One study has reported the comparison of DBT versus SBT in patients who have experienced repeated implantation failures (RIF). Ohgi et al. [28] suggested that DBT with one GQE plus one PQE did not increase PR when compared with SBT with only one GQE among patients with RIF. However, the small sample size of their study might be unlikely to detect differences between two groups. Besides, RIF is a complex problem and uterine, male, or embryo factors, or the specific type of IVF protocol can be related independent factors that confound for the results. Our data, to some extent, indicated that the addition of poor quality blastocyst did not adversely affect the endometrial receptivity as well as the implantation of the co-transferred GQE.

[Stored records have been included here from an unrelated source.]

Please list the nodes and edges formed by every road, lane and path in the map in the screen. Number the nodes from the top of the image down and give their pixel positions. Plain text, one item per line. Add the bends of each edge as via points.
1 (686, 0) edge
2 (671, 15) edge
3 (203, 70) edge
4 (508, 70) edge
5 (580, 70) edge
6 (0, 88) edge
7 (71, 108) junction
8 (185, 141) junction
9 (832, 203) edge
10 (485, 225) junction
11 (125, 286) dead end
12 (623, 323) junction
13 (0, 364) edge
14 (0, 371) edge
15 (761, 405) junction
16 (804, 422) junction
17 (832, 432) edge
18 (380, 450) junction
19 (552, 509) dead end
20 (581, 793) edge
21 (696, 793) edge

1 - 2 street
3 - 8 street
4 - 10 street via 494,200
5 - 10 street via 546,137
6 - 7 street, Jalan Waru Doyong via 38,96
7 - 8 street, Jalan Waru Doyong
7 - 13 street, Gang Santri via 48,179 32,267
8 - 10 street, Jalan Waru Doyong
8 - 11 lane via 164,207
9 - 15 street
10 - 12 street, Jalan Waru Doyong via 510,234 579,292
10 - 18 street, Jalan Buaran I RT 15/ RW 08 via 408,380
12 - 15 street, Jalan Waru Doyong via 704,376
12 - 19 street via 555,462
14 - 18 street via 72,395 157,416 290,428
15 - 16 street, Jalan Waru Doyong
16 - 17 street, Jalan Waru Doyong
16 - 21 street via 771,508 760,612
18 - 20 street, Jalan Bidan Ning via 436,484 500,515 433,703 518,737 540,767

A main strength of our study is that it included the largest number of patients on this topic to-date. Second, PS matching was conducted to control for potential confounders which might have effects on the outcomes. It has been proofed that PS matching provides an approach to mimic random assignment as RCT and is superior to conventional regression-based methods in a real world observational study [15]. Third, the comparisons were not only performed in overall groups, but were also explored in advanced maternal age and in women received at least 3 cycles of ET.

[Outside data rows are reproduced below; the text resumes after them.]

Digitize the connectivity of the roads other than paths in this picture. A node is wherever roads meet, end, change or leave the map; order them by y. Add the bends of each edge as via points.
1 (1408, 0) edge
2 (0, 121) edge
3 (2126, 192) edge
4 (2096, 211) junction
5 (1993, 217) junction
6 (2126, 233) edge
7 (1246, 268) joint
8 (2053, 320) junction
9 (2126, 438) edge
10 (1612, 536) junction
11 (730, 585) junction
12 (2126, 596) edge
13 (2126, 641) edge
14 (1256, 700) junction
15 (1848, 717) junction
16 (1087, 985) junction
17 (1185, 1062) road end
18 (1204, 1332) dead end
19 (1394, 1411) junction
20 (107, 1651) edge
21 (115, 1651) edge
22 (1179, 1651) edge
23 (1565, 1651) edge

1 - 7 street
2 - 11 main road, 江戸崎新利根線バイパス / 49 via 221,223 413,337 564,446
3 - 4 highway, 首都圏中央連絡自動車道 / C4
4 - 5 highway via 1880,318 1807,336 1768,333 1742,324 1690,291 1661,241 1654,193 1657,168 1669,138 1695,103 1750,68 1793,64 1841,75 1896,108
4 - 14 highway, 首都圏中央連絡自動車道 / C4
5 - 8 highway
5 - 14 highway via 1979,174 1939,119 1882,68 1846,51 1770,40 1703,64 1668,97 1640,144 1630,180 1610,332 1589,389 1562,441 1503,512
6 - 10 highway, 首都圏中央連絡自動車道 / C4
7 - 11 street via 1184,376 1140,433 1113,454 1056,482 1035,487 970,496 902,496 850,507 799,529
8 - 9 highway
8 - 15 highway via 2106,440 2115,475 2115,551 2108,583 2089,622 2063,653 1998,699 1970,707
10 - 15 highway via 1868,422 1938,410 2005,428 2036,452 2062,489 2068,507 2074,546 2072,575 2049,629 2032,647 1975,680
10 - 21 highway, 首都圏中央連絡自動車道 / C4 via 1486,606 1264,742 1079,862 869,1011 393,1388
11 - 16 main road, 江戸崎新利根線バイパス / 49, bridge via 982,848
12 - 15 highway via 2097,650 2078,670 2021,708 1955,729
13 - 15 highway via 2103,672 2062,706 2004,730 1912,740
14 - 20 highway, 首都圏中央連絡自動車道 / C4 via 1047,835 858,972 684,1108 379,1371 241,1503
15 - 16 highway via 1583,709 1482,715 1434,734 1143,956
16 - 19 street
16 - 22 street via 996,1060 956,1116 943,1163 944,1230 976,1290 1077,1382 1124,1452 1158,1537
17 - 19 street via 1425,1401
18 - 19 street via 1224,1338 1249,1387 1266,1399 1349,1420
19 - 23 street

Our study was limited by its retrospectively observational design, and patients’ information were previously recorded by hospital with some missing data. Though PS matching was performed to evaluate the effects of DBT with mixed quality embryo independently from other confounders, the sample decreased after PS and the loss of unmatched cases might have unforeseen effects. Accordingly, results by multivariable GEE models to adjust potential confounders before PS matching was presented relatively.


Our study indicates that the transfer of an additional PQE does not negatively affect the implantation potential of the co-transferred GQE. Nevertheless, the addition of a PQE contributes to both live birth and multiple birth in poor prognosis patients. Physicians should still balance the benefits and risks of DET.